The exhorting and dulcet title track, “Dark Sky Island,” inspired by the starry skies of the light-pollution-free islands of Sark and Coll, is another highlight.
In all of this, in the slow sentiments and pounding orchestrations, there is the strength of the record: the incredible thematic closeness. Journeying is truly the theme of the album, even in such fare as the couplet formed by “Even in the Shadows” and bonus track “Remember Your Smile,” both featuring a lost love and an oddly contemporary, personal sound for Enya, as she carries on, rather than laments.

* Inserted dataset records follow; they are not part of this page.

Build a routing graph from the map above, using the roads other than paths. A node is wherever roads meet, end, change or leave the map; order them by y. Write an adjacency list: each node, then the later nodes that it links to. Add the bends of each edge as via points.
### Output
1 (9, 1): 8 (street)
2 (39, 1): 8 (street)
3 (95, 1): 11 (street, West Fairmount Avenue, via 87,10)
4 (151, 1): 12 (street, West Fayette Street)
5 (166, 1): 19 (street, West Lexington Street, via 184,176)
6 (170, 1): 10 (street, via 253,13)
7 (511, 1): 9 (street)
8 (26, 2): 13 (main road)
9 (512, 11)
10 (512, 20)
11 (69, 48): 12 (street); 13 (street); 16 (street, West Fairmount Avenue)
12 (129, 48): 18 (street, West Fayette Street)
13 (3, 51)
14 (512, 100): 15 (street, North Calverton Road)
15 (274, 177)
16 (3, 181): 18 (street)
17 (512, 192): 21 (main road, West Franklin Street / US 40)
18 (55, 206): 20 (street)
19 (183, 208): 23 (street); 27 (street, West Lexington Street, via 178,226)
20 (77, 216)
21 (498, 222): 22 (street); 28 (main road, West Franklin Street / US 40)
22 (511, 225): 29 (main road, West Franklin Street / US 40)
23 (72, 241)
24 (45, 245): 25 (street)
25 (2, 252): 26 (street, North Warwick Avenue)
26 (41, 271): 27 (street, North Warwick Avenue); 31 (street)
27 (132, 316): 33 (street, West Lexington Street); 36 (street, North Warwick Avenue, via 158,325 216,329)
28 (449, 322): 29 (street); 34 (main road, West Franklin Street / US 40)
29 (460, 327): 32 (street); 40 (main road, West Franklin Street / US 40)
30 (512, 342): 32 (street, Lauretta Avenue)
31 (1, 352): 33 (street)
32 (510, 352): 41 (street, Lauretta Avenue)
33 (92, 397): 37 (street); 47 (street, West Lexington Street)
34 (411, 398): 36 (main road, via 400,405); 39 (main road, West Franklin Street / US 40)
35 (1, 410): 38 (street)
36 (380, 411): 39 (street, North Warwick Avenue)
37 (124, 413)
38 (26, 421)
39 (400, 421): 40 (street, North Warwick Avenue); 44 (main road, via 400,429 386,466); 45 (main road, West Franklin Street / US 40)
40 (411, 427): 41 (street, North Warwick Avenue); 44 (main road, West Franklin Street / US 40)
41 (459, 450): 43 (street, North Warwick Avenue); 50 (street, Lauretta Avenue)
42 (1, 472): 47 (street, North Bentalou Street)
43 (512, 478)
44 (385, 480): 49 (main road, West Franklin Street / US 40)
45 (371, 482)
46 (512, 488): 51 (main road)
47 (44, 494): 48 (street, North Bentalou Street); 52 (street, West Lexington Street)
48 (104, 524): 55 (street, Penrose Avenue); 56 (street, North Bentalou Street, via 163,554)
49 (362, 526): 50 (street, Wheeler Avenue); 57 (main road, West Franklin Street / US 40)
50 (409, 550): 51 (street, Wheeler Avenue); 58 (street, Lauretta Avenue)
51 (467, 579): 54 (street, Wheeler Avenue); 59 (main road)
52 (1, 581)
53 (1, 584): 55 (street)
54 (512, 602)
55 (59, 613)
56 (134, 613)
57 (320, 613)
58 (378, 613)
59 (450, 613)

Enya may not be an artist who changes, but she is certainly one who knows exactly what she is doing. Variation is present, yet subtle, like her music in total. The reverse is that, never overstated, the most effective changes to form often come late in song and in record.
This work is hardly introductory Enya; she is at the epitome of her style here. If the harmonies and abstract lyrics of Enya’s thoroughly three-dimensional soundscape have not attracted you before, they will not here. Otherwise, gladly step into Enya’s celestial ship and prepare for the journey, home and to the stars.
Fittingly, it is not until the final track, “Diamonds on the Water,” that Enya truly settles down to dispense her patented pondering poetic. The bonus tracks of the deluxe version conflict slightly with this, mere anecdotes, save the uncharacteristically fast-and-fluted “Pale Grass Blue,” one of the strongest tracks.
Now, the journey over—until, as in “The Humming,” “…all of this begins again.”